About a month ago, mi amigo Carsten officially offered me the role of Executive Director of Beyond Volunteering, and I accepted!  In a nutshell, Beyond Volunteering helps source volunteers from all over the world, place them where they will be most suited to their interests and skills, do all of the coordination in Peru, and takes care of them when they arrive so that they have a safe, rewarding and mutually fulfilling experience. My job is to help raise awareness of BV, grow their online presence to reach more people, and generally make the whole project more successful by helping both the non profits in Peru find more quality volunteers, and by assuring that the volunteers going to Peru have more positive, meaningful experiences. I couldn’t ask for a more rewarding project, and I am thrilled to be on board. :-)

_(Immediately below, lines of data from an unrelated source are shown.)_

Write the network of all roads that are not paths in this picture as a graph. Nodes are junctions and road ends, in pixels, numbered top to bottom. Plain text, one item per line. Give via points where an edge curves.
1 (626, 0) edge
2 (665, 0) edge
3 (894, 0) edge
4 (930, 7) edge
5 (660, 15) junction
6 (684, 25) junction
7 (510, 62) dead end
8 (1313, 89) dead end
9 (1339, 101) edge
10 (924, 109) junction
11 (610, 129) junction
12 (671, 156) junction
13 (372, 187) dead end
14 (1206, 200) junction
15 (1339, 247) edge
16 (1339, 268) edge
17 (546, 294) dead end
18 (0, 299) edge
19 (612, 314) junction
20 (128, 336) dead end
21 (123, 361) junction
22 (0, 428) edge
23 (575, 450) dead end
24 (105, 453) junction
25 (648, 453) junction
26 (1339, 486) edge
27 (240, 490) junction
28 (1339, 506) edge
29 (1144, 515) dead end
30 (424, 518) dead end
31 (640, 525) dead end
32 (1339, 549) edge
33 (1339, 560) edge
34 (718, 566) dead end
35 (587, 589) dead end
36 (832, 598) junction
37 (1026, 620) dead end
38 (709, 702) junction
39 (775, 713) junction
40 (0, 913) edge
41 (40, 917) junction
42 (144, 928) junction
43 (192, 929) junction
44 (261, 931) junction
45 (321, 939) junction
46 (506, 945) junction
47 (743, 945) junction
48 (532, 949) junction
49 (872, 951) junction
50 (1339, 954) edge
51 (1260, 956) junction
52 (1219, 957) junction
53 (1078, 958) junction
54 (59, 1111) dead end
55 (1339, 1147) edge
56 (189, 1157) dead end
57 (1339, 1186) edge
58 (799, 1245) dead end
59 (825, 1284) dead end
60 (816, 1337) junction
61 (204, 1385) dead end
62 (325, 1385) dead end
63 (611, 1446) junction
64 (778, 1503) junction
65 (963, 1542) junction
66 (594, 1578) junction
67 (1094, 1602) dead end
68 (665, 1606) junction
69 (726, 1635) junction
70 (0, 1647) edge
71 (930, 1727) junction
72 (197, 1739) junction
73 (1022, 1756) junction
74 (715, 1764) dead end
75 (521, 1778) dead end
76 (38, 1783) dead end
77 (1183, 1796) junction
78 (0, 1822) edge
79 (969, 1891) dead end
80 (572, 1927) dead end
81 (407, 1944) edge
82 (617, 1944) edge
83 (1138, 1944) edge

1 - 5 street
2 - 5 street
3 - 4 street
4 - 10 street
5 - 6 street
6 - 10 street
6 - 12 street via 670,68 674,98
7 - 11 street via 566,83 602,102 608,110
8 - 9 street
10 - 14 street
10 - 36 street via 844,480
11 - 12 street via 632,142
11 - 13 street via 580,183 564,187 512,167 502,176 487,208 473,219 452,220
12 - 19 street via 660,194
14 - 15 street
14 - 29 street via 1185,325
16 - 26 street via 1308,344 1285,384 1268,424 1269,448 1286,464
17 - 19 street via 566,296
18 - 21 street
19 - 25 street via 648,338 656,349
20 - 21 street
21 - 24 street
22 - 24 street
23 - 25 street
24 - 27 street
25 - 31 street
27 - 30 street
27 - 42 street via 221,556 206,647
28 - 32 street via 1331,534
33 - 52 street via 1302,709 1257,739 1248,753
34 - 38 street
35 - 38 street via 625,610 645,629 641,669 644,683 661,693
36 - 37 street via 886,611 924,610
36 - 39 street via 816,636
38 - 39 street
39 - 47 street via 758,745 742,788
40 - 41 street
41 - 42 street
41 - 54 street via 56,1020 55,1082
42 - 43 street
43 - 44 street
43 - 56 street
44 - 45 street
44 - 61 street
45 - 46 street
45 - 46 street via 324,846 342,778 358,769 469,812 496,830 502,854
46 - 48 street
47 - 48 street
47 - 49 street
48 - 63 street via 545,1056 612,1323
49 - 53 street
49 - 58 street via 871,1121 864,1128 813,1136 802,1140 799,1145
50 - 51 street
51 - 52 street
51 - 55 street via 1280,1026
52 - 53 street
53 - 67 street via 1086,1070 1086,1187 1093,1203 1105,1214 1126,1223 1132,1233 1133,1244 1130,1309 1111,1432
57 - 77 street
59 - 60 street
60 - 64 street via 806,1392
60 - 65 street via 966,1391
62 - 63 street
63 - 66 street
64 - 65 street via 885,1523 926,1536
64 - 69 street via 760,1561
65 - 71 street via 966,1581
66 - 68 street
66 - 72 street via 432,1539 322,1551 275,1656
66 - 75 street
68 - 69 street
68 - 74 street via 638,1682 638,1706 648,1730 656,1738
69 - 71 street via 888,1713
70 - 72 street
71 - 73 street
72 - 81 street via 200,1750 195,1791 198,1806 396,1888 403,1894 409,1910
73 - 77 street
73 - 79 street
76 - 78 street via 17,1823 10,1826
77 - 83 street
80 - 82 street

Pretty much that same week, I started getting back in touch with the directors of Casa De Milagros. Without going into too many details, the situation over the past month has become very dire as the Casa has lost not only their interim directors and leadership team, but also their primary source of funding. They have approximately 3 months worth of funds left and no certainty as to what will happen after that. I have been asked to come down and do what I can to help rebuild Casa, raise funds, develop a work/volunteer program, and create a sustainable organization once and for all. I have my work cut out for me…but I am ready…;-)

This was the final “sign” that I need to be in Peru right now…I am following my heart, and trying to stay as grounded as possible while being open to the path that is unfolding. This is a major practice in TRUST! ;-) I am allowing for the evolution of my life and business, and even though it might feel like a bit of a shift in priorities, I realize that this is exactly what I have envisioned my entire life! I always pictured myself doing meaningful work in Peru, and empowering those in need. I feel so blessed to have that opportunity present itself now…and I say YES!

For now, I will continue to work with a few of my existing clients so that I can supplement my time there and support myself, without placing a burden on the Casa. However, I know that the task at hand is going to require a lot of my time and energy and realistically may not leave me enough time to take on much client work over the next few months.

So I have put together a fundraising effort to help with my travel and living expenses, and also to purchase some much needed technology equipment for Casa. If you feel compelled to help by donating or helping spread the word – please CLICK HERE.

Also – once again I am looking for a home for my beautiful, adorable, and extremely loveable baby Bonita…so if you know any loving cat people who could use a fluffy pillow for a few months, let me know! ;-)

Love and blessings to you my friends and family – I love you all and can’t wait to share my experiences and developments with Casa & Beyond Volunteering with you very soon…stay tuned! xoxo

Let nothing get in your way. Let nothing stop you from embracing your inherent possibility for joy, success, and greatness. The spiritual way of life requires boldness.